Services secrets américains en Suisse

L’Operating Working Arrangement OWA permet aux agents nord-américains de recueillir des renseignements en Suisse hors de tout cadre légal. C’est la raison pour laquelle les Verts ont rejeté l’accord de 2002. Leur groupe parlementaire était le seul à voter de cette manière. Les révélations d’Edward Snowden confirment maintenant que des agents de la NSA ont développé des activités de renseignement directement en Suisse. Par conséquent, les Verts demandent la rupture de l’accord, une clarification par la DélCdG de ce qui s’est passé et une session extraordinaire à ce sujet.

Pas d’enquêtes des services secrets américains en Suisse!

L’Operating Working Arrangement OWA permet aux agents nord-américains de recueillir des renseignements en Suisse hors de tout cadre légal. C’est la raison pour laquelle les Verts ont rejeté l’accord de 2002. Leur groupe parlementaire était le seul à voter de cette manière. Les révélations d’Edward Snowden confirment maintenant que des agents de la NSA ont développé des activités de renseignement directement en Suisse.
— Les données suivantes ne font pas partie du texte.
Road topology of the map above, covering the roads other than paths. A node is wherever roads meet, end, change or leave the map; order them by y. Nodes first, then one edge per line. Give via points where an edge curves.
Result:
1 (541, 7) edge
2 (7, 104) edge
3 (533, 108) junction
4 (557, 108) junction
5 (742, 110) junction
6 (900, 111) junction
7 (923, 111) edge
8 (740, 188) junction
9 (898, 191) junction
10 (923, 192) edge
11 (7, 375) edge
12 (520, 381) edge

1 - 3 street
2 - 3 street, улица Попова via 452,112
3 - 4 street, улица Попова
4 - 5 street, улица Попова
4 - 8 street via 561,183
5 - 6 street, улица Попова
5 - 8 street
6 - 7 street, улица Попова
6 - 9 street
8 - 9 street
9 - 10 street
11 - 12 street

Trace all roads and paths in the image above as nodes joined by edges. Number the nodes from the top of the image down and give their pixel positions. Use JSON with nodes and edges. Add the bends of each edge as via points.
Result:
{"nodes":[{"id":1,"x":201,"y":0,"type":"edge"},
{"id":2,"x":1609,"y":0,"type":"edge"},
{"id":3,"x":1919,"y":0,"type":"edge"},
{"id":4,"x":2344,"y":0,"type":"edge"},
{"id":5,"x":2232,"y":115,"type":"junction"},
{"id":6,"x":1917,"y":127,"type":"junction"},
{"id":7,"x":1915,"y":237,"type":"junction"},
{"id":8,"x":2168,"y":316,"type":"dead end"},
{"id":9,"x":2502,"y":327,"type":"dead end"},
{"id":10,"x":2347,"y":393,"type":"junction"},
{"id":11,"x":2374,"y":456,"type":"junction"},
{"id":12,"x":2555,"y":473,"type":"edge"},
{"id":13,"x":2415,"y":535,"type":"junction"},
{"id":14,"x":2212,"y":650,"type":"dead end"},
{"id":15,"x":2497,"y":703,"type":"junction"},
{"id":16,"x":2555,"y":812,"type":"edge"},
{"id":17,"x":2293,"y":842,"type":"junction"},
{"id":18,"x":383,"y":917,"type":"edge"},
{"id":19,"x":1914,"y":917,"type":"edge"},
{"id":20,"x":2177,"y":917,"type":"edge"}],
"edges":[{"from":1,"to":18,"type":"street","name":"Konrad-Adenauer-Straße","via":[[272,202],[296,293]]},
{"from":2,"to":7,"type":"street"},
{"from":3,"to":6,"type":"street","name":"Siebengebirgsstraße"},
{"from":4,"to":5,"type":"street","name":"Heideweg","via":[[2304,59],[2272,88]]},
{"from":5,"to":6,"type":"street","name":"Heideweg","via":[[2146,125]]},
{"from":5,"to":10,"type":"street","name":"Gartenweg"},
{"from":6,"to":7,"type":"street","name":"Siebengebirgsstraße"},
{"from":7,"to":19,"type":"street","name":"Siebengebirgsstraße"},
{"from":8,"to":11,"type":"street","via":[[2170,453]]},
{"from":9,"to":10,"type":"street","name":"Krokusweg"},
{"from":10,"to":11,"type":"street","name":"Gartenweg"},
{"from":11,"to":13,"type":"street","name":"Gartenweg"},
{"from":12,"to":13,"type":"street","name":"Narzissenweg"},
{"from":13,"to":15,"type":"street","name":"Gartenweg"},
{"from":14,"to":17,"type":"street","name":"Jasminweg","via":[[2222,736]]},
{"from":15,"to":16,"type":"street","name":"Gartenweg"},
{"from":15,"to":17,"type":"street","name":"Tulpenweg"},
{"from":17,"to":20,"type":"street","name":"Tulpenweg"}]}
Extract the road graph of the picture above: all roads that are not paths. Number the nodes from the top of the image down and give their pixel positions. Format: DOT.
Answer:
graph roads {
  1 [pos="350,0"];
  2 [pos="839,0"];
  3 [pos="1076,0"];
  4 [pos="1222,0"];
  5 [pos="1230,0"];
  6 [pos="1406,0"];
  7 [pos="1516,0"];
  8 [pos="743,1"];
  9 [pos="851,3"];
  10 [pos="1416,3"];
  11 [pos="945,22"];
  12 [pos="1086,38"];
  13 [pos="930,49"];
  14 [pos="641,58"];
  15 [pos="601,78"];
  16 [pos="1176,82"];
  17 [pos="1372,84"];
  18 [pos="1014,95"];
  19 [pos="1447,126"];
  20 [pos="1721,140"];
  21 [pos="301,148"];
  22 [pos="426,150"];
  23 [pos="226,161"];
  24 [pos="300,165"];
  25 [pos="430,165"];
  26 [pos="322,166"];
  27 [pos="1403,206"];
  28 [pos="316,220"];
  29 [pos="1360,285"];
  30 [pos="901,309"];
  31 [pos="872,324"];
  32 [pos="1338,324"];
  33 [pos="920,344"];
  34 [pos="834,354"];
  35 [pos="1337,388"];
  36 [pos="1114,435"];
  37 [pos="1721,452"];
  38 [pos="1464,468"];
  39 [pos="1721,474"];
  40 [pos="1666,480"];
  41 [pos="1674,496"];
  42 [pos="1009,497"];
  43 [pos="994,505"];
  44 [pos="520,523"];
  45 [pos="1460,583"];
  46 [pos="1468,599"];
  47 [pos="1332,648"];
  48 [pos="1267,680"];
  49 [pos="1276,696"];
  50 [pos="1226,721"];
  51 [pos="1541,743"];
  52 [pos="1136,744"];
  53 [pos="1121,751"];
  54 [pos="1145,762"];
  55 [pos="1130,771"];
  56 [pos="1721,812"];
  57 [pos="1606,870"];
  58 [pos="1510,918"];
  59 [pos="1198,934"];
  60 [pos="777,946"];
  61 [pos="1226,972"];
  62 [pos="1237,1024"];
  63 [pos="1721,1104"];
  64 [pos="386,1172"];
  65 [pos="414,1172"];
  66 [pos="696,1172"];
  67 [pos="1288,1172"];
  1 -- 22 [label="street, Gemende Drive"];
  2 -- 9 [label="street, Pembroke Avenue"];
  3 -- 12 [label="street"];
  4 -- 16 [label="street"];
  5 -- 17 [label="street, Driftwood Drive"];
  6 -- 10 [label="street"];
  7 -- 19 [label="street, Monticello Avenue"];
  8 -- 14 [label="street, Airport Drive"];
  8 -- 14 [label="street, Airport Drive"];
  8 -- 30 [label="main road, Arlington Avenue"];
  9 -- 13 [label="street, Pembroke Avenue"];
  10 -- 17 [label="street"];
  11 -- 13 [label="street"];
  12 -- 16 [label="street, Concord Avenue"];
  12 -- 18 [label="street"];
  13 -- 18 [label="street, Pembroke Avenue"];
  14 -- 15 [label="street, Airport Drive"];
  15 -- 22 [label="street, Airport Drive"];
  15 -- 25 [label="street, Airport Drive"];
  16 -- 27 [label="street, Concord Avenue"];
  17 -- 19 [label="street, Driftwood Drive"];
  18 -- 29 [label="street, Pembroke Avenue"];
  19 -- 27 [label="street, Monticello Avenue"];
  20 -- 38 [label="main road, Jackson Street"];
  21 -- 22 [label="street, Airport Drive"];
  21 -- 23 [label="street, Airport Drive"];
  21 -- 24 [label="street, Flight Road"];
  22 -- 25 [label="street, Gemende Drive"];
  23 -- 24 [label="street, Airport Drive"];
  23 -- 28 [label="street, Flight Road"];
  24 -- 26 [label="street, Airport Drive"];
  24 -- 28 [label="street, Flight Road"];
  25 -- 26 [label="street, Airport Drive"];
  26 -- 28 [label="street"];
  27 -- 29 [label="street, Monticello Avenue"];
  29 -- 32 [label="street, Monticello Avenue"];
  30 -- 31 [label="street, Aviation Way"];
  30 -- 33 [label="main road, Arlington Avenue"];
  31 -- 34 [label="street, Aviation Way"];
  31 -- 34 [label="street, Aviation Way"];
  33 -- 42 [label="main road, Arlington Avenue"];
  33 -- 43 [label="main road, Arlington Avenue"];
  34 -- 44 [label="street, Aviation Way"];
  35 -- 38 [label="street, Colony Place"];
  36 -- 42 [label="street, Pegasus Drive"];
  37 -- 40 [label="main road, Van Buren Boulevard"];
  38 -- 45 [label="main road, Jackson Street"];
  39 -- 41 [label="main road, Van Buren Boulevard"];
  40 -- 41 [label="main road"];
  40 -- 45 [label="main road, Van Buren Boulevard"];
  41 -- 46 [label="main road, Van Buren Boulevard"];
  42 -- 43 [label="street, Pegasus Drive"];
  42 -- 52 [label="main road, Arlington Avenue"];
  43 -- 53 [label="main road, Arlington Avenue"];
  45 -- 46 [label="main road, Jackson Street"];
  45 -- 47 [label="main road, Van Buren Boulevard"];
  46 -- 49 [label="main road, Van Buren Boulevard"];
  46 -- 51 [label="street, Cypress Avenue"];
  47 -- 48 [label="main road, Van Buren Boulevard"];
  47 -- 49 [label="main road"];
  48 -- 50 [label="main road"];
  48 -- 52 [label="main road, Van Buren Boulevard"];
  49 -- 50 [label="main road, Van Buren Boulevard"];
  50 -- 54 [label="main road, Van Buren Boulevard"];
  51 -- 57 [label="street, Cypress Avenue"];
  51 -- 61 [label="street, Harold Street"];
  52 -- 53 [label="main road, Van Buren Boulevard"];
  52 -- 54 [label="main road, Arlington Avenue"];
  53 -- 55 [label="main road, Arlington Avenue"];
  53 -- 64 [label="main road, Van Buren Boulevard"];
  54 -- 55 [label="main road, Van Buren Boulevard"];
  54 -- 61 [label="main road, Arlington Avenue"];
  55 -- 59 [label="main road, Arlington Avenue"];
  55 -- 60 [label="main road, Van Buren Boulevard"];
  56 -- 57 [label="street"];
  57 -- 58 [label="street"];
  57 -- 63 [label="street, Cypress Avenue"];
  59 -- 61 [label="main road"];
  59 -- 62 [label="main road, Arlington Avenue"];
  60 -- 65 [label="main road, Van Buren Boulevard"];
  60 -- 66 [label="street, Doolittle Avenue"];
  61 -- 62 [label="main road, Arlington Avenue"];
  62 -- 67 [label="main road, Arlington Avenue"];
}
Par conséquent, les Verts demandent la rupture de l’accord, une clarification par la DélCdG de ce qui s’est passé et une session extraordinaire à ce sujet.

 

Après le choc du 11 septembre 2001, les Etats-Unis ont conclu avec le monde entier des accords antiterroristes ouvrant toutes grandes les portes aux activités des services secrets. En 2002, Ruth Metzler, la ministre de la justice d’alors, a signé avec les Etats-Unis l’Operating Working Arrangement (OWA), qui autorise les agents nord-américains de développer des activités de surveillance en Suisse, dans le cadre de la lutte contre le terrorisme. Cet accord est resté secret jusqu’à aujourd’hui, ce qui a suscité de vigoureuses critiques au Parlement; celles-ci sont cependant restées sans conséquences. En 2007, Christoph Blocher était ministre de la justice. C’est à ce titre, après des négociations tendues avec les Etats-Unis, qu’il a reconduit ce traité, que le Parlement a approuvé à son tour.

 

Les Verts ont été l’unique groupe parlementaire à rejeter l’OWA, en 2002 déjà, plaidant en vain la non-entrée en matière, parce que cet accord autorisait des activités de renseignement excédant les compétences de la police judiciaire. Les révélations d’Edward Snowden fournissent suffisamment d’indices incitant à penser que les agents de la NSA sont intervenus directement en Suisse. La suite montrera si le Service du renseignement suisse a collaboré avec d’autres services secrets, ce qu’il nie pour le moment.

 

Mais le Conseil fédéral, répondant à une question sur ce thème du conseiller national Daniel Vischer lors de la session d’automne de cette année, a contesté que l’OWA fournisse une base aux agents nord-américains pour des activités de renseignement en Suisse. Les Verts persistent à en douter fortement. En effet, si c’était vrai, cet accord n’aurait, en tout état de cause, pas de raison d’être.

 

Les Verts ne veulent plus de fouineurs en Suisse, quel que soit le titre sous lequel ils agissent! C’est pourquoi ils demandent ce qui suit:

 

  • La rupture immédiate du traité. La Suisse ne doit plus permettre que sous prétexte de lutte contre le terrorisme, des agents espionnent sans limite. Les Verts déposeront une intervention parlementaire à ce sujet lors de la session d’hiver.
  • La convocation d’une session extraordinaire. Le groupe parlementaire des Verts déposera une interpellation urgente avec des questions sur l’OWA et sur cette surenchère de collecte de renseignements.
  • L’audition immédiate de l’ancien conseiller fédéral Christoph Blocher par la Délégation des Commissions de gestion DélCdG. Il doit être questionné sur ses contacts nord-américains avec le directeur du FBI Robert Muller, avec Michael Chertoff (à cette époque en charge de la sécurité intérieure) et le coordinateur en chef des services de renseignement, Mike Mc Connell.
  • La mise en place d’une CEP (commission d'enquête parlementaire) sur l’ensemble de ces questions relevant de la DélCdG, si elle devait ne pas avancer dans ses investigations.
  • Une enquête sur les activités d’espionnage du Procureur général de la Confédération, en particulier à Genève. Il doit être mandaté spécifiquement par le Conseil fédéral pour s'y livrer.